El toro ha de estar fijado en la suerte, se critica el que entre corrido a la
suerte, al hilo de un capote, al relance. La distancia entre piquero y toro, la
apropiada, y les gusta que la vayan alargando para comprobar las bondades o
defectos de la res. El número de puyazos, el que el toro necesite. En la
corrida que presenciamos hubo toro de cinco entradas y otro con dos (que era lo
que requería su mansedumbre y justas fuerzas).
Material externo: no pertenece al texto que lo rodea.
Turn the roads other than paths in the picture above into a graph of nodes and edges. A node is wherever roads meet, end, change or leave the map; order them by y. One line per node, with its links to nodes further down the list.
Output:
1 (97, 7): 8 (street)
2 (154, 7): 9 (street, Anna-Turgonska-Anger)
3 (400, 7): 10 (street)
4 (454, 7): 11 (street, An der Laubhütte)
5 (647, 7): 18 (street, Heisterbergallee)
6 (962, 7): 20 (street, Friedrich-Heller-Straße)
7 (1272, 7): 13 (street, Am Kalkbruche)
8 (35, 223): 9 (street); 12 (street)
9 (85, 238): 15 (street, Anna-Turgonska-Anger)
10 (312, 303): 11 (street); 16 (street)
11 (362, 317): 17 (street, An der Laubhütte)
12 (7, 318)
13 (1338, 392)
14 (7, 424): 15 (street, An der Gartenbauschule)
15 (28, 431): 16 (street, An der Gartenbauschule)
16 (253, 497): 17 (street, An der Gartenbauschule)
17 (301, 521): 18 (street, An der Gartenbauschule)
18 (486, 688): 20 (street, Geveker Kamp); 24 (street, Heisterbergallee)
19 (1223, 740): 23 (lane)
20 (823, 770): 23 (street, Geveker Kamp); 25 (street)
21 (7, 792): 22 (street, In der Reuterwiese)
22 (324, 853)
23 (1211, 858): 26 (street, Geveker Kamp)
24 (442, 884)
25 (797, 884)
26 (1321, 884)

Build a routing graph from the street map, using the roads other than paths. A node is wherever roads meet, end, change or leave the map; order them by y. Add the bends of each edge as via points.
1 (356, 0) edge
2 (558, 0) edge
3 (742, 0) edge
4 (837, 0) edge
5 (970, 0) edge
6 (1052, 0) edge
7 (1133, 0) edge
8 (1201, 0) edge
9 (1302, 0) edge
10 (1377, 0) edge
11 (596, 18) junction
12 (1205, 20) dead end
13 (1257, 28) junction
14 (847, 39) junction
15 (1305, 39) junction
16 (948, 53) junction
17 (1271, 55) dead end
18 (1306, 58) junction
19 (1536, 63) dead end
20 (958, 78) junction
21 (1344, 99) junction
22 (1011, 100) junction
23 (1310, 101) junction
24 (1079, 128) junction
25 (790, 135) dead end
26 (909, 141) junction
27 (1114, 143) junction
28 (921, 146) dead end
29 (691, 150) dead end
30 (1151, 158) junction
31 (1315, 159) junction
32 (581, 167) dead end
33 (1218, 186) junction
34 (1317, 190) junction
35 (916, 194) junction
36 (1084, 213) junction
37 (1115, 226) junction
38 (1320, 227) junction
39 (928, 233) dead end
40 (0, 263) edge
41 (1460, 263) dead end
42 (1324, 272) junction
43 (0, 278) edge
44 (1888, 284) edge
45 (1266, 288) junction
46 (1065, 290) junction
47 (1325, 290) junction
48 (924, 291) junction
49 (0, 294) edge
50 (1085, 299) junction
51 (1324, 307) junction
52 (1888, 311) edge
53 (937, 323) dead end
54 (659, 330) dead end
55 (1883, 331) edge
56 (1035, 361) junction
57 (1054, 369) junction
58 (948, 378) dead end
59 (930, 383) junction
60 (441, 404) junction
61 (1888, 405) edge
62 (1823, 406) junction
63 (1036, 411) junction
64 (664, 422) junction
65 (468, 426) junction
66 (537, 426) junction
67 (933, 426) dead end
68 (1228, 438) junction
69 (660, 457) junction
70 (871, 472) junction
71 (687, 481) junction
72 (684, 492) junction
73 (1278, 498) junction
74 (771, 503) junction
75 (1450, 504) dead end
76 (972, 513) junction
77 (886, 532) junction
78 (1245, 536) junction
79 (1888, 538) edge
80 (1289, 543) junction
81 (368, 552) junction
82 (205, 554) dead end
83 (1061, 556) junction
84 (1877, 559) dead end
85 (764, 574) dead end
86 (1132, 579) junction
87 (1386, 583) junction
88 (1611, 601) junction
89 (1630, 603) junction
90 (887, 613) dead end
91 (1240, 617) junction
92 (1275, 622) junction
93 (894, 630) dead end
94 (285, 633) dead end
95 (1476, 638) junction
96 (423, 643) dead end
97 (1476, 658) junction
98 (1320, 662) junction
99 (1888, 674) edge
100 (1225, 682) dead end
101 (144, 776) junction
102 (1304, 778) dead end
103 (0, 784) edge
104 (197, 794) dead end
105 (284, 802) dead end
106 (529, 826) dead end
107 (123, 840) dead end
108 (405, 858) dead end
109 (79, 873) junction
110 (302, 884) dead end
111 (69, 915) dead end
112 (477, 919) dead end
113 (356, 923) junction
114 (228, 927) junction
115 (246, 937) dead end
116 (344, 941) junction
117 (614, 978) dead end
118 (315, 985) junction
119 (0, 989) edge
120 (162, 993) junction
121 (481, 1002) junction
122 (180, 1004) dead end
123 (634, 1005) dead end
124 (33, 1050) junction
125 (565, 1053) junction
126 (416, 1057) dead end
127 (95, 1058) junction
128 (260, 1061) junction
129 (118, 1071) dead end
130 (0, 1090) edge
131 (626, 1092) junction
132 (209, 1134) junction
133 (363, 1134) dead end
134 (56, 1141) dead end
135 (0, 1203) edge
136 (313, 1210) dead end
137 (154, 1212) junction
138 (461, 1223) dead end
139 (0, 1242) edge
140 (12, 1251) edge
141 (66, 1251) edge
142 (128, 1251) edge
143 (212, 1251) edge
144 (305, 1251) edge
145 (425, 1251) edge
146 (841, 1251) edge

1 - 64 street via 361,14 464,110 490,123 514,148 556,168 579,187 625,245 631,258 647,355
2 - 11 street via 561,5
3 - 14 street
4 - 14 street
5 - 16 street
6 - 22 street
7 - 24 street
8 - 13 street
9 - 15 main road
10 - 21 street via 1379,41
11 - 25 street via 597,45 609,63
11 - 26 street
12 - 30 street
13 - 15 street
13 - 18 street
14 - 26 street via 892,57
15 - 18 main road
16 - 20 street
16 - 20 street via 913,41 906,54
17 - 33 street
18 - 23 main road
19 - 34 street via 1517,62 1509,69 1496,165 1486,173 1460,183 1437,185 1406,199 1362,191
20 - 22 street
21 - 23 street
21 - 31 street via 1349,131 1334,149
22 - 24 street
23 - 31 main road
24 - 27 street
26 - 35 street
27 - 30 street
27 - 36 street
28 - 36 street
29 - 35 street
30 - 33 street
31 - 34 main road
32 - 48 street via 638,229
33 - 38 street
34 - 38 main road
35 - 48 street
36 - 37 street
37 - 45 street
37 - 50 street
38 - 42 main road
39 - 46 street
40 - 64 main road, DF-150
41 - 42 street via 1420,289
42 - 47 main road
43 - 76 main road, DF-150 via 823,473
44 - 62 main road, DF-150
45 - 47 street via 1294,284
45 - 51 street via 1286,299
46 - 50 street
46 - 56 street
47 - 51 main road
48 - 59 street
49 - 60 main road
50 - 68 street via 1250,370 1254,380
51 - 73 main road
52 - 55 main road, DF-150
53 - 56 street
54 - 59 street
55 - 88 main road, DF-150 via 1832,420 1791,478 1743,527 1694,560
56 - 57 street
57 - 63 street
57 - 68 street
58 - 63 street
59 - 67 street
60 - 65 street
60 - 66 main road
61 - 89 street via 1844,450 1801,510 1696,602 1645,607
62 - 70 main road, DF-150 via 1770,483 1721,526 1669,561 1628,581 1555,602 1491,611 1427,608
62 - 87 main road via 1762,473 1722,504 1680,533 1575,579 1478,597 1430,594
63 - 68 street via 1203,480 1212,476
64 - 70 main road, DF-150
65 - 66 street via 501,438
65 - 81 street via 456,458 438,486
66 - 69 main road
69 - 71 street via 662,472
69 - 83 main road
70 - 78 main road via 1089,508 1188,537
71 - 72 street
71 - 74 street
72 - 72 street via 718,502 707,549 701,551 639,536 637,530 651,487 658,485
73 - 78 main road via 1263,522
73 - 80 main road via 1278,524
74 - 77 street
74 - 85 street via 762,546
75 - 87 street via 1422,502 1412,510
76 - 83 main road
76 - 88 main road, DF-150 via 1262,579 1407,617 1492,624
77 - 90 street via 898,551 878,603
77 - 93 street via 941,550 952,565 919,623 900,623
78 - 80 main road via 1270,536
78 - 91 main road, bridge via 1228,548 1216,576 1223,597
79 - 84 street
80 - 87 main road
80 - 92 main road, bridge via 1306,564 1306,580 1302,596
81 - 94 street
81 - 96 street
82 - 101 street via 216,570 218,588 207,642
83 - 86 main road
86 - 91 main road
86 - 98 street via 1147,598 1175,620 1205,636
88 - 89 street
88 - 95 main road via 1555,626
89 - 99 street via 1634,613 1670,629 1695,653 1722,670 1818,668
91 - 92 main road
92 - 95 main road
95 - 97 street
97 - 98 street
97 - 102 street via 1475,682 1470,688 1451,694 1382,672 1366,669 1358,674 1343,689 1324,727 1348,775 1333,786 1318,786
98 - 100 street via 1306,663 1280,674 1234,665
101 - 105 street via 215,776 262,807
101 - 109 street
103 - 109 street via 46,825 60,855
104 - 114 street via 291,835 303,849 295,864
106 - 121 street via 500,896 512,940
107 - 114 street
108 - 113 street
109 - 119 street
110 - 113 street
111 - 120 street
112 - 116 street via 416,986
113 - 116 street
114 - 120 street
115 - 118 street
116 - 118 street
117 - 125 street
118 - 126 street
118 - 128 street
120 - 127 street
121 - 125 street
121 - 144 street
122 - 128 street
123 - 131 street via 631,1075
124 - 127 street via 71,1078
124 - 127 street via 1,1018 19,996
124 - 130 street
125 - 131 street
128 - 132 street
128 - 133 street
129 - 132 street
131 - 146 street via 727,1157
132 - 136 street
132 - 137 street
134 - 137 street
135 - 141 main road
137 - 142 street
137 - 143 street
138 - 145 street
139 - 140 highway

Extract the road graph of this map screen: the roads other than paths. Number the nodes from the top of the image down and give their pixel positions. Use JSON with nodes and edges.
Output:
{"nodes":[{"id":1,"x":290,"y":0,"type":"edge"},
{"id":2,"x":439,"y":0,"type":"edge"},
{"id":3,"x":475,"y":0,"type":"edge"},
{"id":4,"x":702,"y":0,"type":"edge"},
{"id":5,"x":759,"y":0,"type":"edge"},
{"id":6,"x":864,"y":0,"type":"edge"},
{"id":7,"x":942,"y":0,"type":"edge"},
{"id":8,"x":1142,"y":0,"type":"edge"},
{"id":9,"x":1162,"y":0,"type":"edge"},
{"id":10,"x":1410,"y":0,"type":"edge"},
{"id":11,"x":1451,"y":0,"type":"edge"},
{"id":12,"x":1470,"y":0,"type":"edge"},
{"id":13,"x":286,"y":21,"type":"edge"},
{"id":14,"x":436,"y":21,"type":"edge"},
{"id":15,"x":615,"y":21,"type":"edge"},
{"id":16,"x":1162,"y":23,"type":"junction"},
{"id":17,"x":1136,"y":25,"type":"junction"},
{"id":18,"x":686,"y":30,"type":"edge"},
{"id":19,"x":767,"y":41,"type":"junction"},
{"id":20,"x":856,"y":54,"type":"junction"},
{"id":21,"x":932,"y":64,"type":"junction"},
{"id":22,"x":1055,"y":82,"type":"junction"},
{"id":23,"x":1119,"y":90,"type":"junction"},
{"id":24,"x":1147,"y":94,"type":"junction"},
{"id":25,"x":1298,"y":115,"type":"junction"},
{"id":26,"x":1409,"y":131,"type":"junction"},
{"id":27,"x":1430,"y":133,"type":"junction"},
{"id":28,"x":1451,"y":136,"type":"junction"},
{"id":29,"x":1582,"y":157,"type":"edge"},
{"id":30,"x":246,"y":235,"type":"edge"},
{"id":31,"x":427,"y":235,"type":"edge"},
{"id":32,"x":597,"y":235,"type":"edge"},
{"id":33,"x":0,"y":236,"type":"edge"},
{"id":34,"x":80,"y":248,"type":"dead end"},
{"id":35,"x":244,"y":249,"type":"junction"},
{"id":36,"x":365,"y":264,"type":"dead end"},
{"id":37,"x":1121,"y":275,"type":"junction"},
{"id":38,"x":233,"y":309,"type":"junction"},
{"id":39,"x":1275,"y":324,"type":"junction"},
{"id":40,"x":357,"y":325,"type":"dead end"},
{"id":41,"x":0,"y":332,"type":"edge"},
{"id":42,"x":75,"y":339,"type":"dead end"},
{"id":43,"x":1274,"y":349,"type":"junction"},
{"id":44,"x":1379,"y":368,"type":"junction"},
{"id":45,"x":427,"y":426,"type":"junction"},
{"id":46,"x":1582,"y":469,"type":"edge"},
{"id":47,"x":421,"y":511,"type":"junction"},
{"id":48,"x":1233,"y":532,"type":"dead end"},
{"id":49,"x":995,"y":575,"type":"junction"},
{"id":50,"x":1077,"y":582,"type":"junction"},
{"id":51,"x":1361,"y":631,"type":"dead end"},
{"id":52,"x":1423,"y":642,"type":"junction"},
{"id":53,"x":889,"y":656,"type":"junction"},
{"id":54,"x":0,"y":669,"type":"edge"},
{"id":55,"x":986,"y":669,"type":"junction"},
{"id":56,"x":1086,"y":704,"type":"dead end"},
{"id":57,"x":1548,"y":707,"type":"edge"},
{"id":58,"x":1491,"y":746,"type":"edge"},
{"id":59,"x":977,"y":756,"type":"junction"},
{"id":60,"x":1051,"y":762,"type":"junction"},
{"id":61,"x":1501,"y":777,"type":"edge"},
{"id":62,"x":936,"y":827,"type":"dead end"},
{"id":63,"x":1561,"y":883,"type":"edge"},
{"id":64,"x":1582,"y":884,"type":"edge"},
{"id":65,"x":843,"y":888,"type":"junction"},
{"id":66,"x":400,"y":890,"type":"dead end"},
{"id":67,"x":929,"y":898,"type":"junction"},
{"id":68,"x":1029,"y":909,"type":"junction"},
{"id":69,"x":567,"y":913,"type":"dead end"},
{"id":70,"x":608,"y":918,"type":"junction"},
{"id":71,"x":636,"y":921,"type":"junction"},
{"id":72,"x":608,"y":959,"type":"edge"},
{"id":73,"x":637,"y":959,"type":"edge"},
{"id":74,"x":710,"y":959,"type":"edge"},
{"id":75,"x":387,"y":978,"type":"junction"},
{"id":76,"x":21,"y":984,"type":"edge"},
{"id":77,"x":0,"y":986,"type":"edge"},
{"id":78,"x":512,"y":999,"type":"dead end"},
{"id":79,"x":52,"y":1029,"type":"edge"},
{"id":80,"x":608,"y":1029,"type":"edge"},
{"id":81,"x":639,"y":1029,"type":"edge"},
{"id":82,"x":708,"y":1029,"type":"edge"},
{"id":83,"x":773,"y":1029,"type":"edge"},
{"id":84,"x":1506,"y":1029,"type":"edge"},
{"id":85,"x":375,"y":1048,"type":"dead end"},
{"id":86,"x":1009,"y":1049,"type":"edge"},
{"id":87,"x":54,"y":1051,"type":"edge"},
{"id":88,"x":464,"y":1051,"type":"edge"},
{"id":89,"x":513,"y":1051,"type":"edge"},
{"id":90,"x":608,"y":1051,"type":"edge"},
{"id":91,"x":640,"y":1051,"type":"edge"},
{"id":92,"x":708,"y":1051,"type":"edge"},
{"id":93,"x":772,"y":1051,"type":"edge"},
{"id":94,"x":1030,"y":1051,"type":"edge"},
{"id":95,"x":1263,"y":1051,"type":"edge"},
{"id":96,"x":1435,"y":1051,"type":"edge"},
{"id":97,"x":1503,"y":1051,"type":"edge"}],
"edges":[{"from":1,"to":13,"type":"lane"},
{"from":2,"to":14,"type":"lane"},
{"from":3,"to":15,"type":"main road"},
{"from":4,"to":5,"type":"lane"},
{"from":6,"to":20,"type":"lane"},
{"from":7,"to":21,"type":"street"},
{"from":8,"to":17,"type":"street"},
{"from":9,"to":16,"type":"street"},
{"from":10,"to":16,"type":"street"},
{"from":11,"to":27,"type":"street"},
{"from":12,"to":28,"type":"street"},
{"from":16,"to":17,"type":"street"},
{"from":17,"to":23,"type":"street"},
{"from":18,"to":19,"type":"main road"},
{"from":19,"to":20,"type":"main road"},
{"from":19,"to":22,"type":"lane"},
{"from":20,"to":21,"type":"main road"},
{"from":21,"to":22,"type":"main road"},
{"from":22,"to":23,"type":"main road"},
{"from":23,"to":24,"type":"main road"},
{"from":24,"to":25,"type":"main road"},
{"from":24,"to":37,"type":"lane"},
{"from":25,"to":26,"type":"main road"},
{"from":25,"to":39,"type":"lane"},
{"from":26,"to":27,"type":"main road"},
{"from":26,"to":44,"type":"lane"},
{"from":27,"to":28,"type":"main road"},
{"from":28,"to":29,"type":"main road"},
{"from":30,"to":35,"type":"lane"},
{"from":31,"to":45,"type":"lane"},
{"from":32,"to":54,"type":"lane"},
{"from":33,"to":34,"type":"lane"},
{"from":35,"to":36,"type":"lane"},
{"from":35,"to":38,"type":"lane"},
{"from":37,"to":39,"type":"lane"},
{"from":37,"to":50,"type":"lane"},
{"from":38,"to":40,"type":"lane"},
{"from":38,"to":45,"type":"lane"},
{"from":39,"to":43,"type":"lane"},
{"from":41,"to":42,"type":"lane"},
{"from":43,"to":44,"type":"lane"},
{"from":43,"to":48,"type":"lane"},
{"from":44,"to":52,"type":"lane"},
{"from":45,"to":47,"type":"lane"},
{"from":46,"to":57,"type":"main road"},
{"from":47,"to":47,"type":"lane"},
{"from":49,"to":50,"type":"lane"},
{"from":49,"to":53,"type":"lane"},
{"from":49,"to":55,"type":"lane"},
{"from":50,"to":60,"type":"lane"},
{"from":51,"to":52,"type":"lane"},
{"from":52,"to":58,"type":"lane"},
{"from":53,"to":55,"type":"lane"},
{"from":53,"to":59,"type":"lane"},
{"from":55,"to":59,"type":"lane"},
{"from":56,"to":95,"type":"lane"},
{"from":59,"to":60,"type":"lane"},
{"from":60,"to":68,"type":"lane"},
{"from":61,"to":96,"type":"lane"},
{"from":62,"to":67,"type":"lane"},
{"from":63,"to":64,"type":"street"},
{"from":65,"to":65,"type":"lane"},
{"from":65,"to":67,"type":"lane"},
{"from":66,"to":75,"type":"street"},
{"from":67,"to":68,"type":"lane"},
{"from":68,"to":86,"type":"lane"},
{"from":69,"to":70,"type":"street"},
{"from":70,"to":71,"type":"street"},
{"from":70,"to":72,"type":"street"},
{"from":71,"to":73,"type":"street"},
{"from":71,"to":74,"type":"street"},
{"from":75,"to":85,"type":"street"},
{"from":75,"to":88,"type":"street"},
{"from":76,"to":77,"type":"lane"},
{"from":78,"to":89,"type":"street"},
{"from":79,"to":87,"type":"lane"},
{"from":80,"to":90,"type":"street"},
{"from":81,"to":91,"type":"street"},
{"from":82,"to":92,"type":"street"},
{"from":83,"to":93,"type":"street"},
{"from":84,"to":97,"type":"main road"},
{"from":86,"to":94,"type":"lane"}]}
Se fijan, y mucho, en cómo
ejecuta la suerte el picador, cómo cita al toro, si le da el pecho del caballo,
si alegra su embestida, cómo le llama, y por supuesto dónde coloca la puya –hubo
bronca para algún puyazo, no ya bajo, criticable también aquende los Pirineos,
sino para alguno trasero sin exageración- y cuánto castigo aplica –en general
se pretende que sea moderado, prefiriendo que el toro vuelva a entrar una y
otra vez para recibir el necesario-. Tito Sandoval estuvo, una vez más,
perfecto, genial, citando, señalando, clavando, dosificando el castigo y aun
llamando al toro para un cuarto envite con el regatón… ¡fantástico!, y la
ovación subsiguiente atronadora. Esta es la suerte de varas que desea cualquier
buen aficionado. Esto es lo que nos perdemos, sin embargo, la mayor parte de
las tardes, pero algo de lo que no quieren sustraerse los aficionados
ceretanos. Espectáculo integral que permite aquilatar la bravura o mansedumbre
de la res y que engrandece la fiesta, hoy tantas veces reducida a una monótona
repetición de muletazos vulgares.
Atentos en banderillas, exigen que todo el mundo esté en su
lugar, y a la hora de valorar una faena, en un casi silencio respetuoso, si han
de mostrar su satisfacción o su disgusto, lo hacen con educación y mesura, se aplaude
lo bueno y se silencia –las más de las veces- lo censurable… aunque siempre
haya una voz certera que califique la labor del espada. Y por último, se valora
también la ejecución y colocación de la estocada. No hubo aplausos para un
bajonazo, por más que entrase la espada al completo y, sin embargo, hubo
silbidos de contrariedad y más de una exclamación de disgusto.
La lidia, por tanto, se sigue en su conjunto con atención e
interés, no se desperdicia un instante, un momento. Se tiene en cuenta a ambos
oponentes, al toro y al torero, se les valora en su justa medida, y se les
aplaude al fin o se les pita según sus méritos (aunque siempre en la
apreciación de cada qué haya sus diferencias lógicas entre el público). Quizá
consigan lo que en España ya prácticamente resulte imposible, con muy contadas
excepciones, el gusto por todas las facetas de la fiesta, en todas sus
manifestaciones, en su integridad, el saborear los tres tercios porque cada uno
tiene su importancia. Lo dicho, ¡una experiencia revivida!, ¡una auténtica experiencia
ceretana!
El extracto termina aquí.